Targets or no targets, the government's Project Merlin scheme designed to get the banks to significantly boost lending to small businesses has fallen short of achieving its aims.
In excess of £1 billion short, in fact. Further, new lending is what matters most and the statistics look even worse when factors such as invoice finance or the many instances where overdrafts have been turned into loans are taken away. The official figures certainly don't show average interest rates that are significantly above the Bank of England base rate or the many demands for personal guarantees.
The Chancellor's next plan is to implement 'credit easing' via a National Loan Guarantee scheme in order to reduce these steep lending costs, but by focusing almost exclusively on lending figures another serious issue relating to bank-business relationships has gone largely unnoticed - the alarming decline in local branches that has taken place over the last two decades.
According to figures from the Campaign for Community Banking Services (CCBS) more than 7,500 local banks have closed their doors since 1990 - 44% of all UK branches.
Our small business members are reporting that, in parallel to these closures, the working relationships they once enjoyed with local bank managers, individuals who knew their businesses and could assess lending risk accurately, realistically and on a case-by-case basis, are also disappearing.
Now, small business owners complain about the over-centralisation of their banks, say that their 'relationship' managers are often anything but and argue that lending decisions are made by people on high who are more interested in ticking boxes than in getting to know the merits of their businesses.
Many entrepreneurs feel that the only reason their bank appears to want to engage with them at all is in order to sell to them. The accusation is that, with branch closures has come a steadily eroding level of service. In light of this, it is no surprise that official figures show demand for borrowing is down. Business owners are suffering a crisis of confidence in their banks and, if these firms are to be able to access the funding they need to grow their businesses and create the jobs that will drive economic growth in the future, clearly something must be done to change this situation.
The question is, what? While it is important to recognise that we are in a new era of tighter finance and that it is businesses which embrace the principle of better financial management - which means producing and presenting regular, standardised accounts and financial projections when approaching lenders - that will get the funding they need, banks have to up their game as well.

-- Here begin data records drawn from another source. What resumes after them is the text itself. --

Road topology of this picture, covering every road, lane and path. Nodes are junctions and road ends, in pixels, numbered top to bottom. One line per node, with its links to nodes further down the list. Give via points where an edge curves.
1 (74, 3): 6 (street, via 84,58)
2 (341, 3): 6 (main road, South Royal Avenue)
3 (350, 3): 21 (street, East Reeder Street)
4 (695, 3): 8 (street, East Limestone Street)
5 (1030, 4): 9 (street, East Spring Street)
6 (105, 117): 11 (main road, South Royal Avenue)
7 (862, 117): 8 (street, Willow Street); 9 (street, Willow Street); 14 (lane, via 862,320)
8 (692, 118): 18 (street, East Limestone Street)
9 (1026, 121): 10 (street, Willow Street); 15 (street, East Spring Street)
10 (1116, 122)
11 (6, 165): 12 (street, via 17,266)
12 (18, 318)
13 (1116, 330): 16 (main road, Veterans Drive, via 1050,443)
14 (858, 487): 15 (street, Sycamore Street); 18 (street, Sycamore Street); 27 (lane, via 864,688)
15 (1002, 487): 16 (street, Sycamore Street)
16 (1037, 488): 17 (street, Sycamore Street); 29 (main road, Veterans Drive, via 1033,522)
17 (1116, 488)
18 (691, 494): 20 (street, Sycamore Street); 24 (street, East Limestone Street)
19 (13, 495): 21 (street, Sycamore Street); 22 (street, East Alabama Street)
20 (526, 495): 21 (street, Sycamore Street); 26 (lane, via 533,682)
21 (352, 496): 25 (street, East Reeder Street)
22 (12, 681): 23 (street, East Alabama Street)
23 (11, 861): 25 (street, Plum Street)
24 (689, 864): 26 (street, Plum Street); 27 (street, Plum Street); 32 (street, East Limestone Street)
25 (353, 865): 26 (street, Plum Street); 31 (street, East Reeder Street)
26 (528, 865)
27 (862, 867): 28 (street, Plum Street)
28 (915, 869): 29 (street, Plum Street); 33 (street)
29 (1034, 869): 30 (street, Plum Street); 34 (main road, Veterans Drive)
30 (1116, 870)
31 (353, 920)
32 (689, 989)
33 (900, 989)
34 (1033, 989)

One thing they should do is expand their risk criteria to things like strong order books. On numerous occasions recently I have heard about successful, solvent firms seeking to borrow - often for the first time - in order to invest in new products or projects, with orders based on these development plans stacked up - only to be thwarted by banks' resolutely unreasonable and unworkable terms.
In order to mend these broken relationships, build confidence among business owners and win back customers who are beginning to explore emerging, innovative funding models less reliant on such automated risk management systems, banks need to restore the levels of service businesses once valued - and a strong, local presence is key to this.
The Forum is lobbying for better bank infrastructures as part of our Get Britain Trading campaign, as well as calling for greater decentralisation and more local autonomy for branch managers to make lending decisions based on a wider range of risk criteria.
But, as yet, the opposite is happening. According to the CCBS just 414 rural and 466 urban communities in the UK have one bank left.
Perhaps British banks could follow their US counterparts and explore the idea of branch sharing. They might baulk at the idea in the interests of competiveness - achieving which is of course a good thing - but it is difficult to see how poorer service and less local accountability can ever equate to better competition.